L'interesse di Il pianeta azzurro sta soprattutto nell'accordo immagine - suono, che si verifica qui come se la compresenza di sensazioni visive e sensazioni audititive, nella percezione del mondo che ci circonda, fosse una novità. Ancora una volta, ecco l'impressione di scoprire fenomeni che ci sono stati sempre vicini e che non abbiamo mai avuto il buon senso di vedere e di ascoltare. Così come nella lunga “tenuta” delle immagini abbiamo tutto il tempo di contemplare ciò che viene mostrato sullo schermo (come nella bellissima e lunghissima inquadratura della cascina, di sera, vista dall'esterno, mentre al di là delle due porte illuminate si svolge la vita di due famiglie), così nella ricerca accanita delle esatte connotazioni sonore abbiamo modo di sentire nitidamente il dipanarsi degli eventi, il trascorrere dei tempo, in certo senso. Questo “tempo” che è davvero la sostanza dei film, basato su ritmi precisi.
Essi sono anche ritmi musicali, e anzi potrebbero comporsi in movimenti schiettamente musicali (l'Adagio iniziale, il Mosso del temporale, l'Allegro dei lavori estivi, l'Agitato della lite, l'Andante della pioggia, ecc.).
La colonna sonora ha anzi preteso l'uso di tecniche più sofisticate di quelle delle riprese.

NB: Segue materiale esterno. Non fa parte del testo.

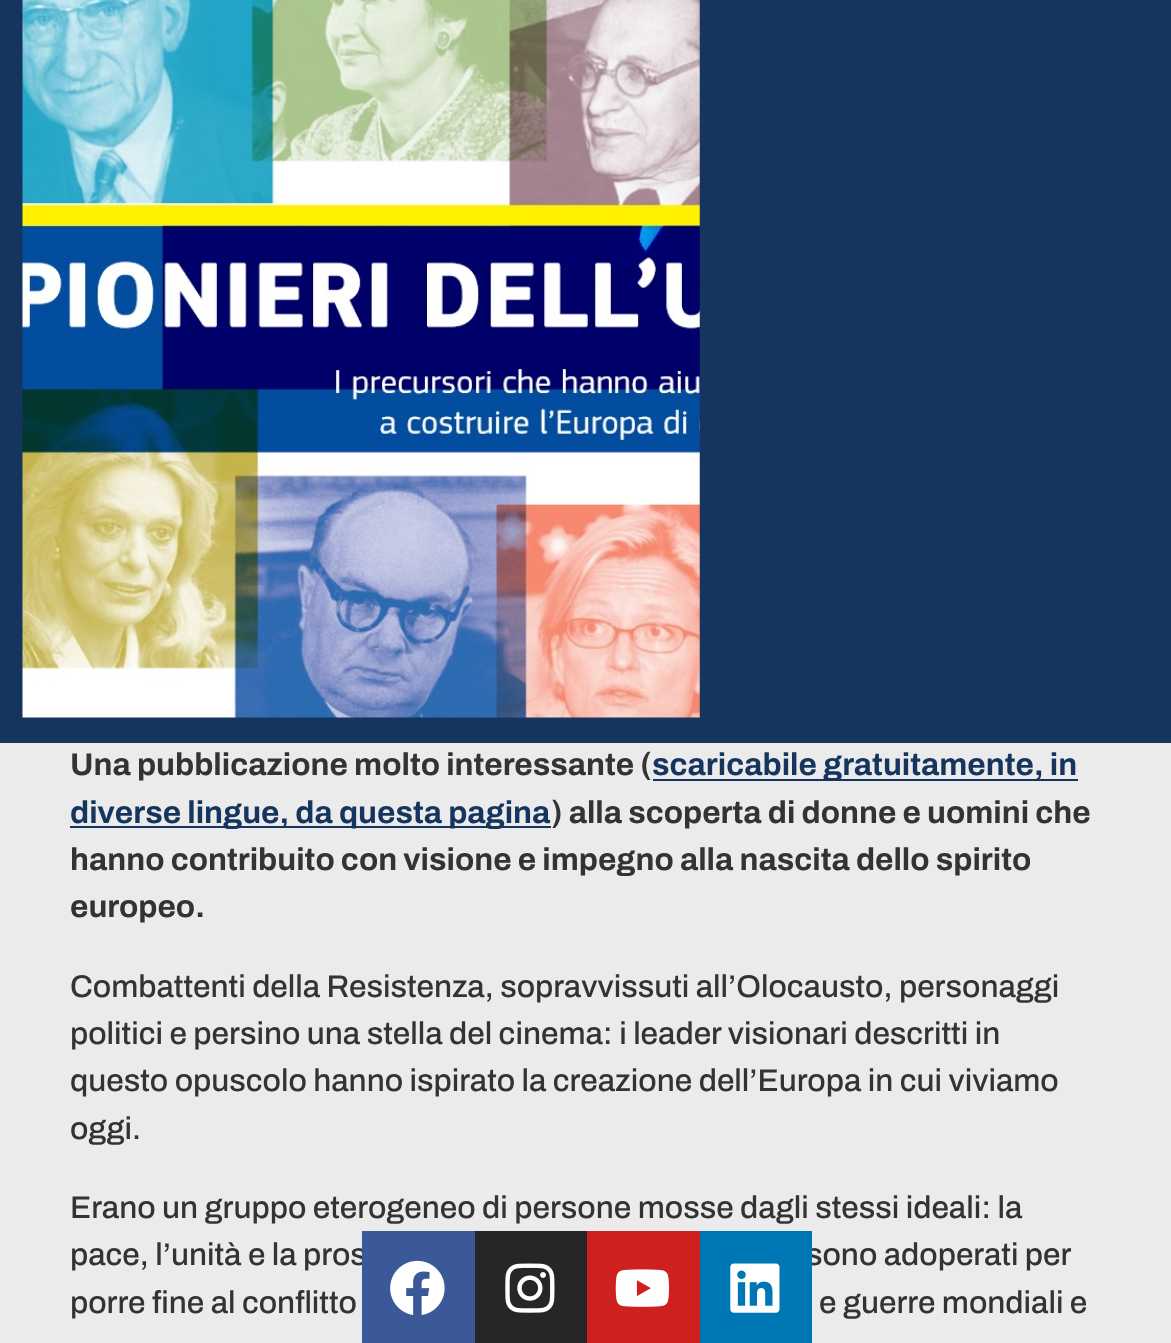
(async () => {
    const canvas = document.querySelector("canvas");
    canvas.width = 1171;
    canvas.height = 1343;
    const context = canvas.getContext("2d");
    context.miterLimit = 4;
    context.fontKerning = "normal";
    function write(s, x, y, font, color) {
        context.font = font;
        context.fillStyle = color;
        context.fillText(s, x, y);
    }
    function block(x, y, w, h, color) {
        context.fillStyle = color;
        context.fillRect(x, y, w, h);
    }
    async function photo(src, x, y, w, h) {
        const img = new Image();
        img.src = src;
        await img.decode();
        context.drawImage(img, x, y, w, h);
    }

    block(0, 0, 1171, 1343, "rgb(235, 235, 235)");
    block(0, 0, 1171, 743, "rgb(22, 53, 94)");
    await photo("media/1.png", 22, 0, 678, 718);
    write("Una pubblicazione molto interessante (", 70, 775, "bold 31.5px Archivo", "rgb(51, 51, 51)");
    block(653, 779, 425, 2, "rgb(22, 53, 94)");
    write("scaricabile gratuitamente, in", 652, 775, "bold 31.5px Archivo", "rgb(22, 53, 94)");
    block(70, 826, 481, 2, "rgb(22, 53, 94)");
    write("diverse lingue, da questa pagina", 70, 823, "bold 31.5px Archivo", "rgb(22, 53, 94)");
    write(") alla scoperta di donne e uomini che", 551, 823, "bold 31.5px Archivo", "rgb(51, 51, 51)");
    write("hanno contribuito con visione e impegno alla nascita dello spirito", 70, 870, "bold 31.5px Archivo", "rgb(51, 51, 51)");
    write("europeo.", 70, 917, "bold 31.5px Archivo", "rgb(51, 51, 51)");
    write("Combattenti della Resistenza, sopravvissuti all’Olocausto, personaggi", 70, 997, "500 31.5px Archivo", "rgb(51, 51, 51)");
    write("politici e persino una stella del cinema: i leader visionari descritti in", 70, 1044, "500 31.5px Archivo", "rgb(51, 51, 51)");
    write("questo opuscolo hanno ispirato la creazione dell’Europa in cui viviamo", 70, 1091, "500 31.5px Archivo", "rgb(51, 51, 51)");
    write("oggi.", 70, 1139, "500 31.5px Archivo", "rgb(51, 51, 51)");
    write("Erano un gruppo eterogeneo di persone mosse dagli stessi ideali: la", 70, 1218, "500 31.5px Archivo", "rgb(51, 51, 51)");
    write("pace, l’unità e la pros", 70, 1265, "500 31.5px Archivo", "rgb(51, 51, 51)");
    write("sono adoperati per", 806, 1265, "500 31.5px Archivo", "rgb(51, 51, 51)");
    write("porre fine al conflitto", 70, 1313, "500 31.5px Archivo", "rgb(51, 51, 51)");
    write("e guerre mondiali e", 819, 1313, "500 31.5px Archivo", "rgb(51, 51, 51)");
    block(362, 1231, 113, 112, "rgb(59, 89, 152)");
    await photo("media/2.png", 390, 1260, 55, 55);
    block(475, 1231, 112, 112, "rgb(38, 38, 38)");
    await photo("media/3.png", 505, 1263, 50, 50);
    block(587, 1231, 113, 112, "rgb(205, 32, 31)");
    await photo("media/4.png", 615, 1269, 55, 38);
    block(700, 1231, 112, 112, "rgb(0, 119, 181)");
    await photo("media/5.png", 730, 1263, 50, 50);
})();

Piavoli ha voluto per queste ultime degli obiettivi luminosissimi ma poi ha sempre lavorato con inquadrature fisse, senza zoom e senza filtri particolari, usando la luce naturale (soltanto un paio di volte la macchina compie una lenta panoramica sul paesaggio, da destra verso sinistra, e un paio di volte carrella verticalmente, una verso l'alto all'esterno della cascina vuota, e una verso il basso per descrivere i numeri in colonna sulla parete). Per incidere il sonoro ha fatto ricorso ad un microfono direzionale d'alta sensibilità e poi ha compiuto delicate operazioni di montaggio sonoro e di missaggio, intervenendo così in modo massiccio. Dice giustamente Piavoli che anche i fonemi, oltreché indicare stati d'animo o di pensiero (il regista ha voluto che i discorsi umani diventassero puri suoni) rispondono ad esigenze di carattere compositivo. Film-concerto, quindi, partitura visiva e sonora.
All'inizio c'è un brano di Bruno Maderna (da “Continuum”) e nel finale uno di Josquin des Prés (da “Missa Hercules Dux Ferrariae”); ma sono solo bave sonore non più importanti di tutto ciò che c'è nel mezzo, lo sgocciolare, il vento, le grida, il gorgheggiare degli uccelli, il gracidare delle rane, l'impazzare dei grilli, i richiami delle cornacchie, le urla dei litiganti, il ronzio degli insetti, il pianto della ragazza, il picchiettare delle pioggia e così via. Maderna all'inizio, come figura dei primordi, della giovinezza dei mondo; Josquin des Prés nel finale, come tensione verso un mondo nuovo, come slancio verso il futuro. E i rumori “veri” (di una “verità” lontana dal banale della natura di tutti i giorni, dunque selezionata con cura; diventata cinema, appunto) chiamati ad esprimere il “piano sonoro” dell'oggi.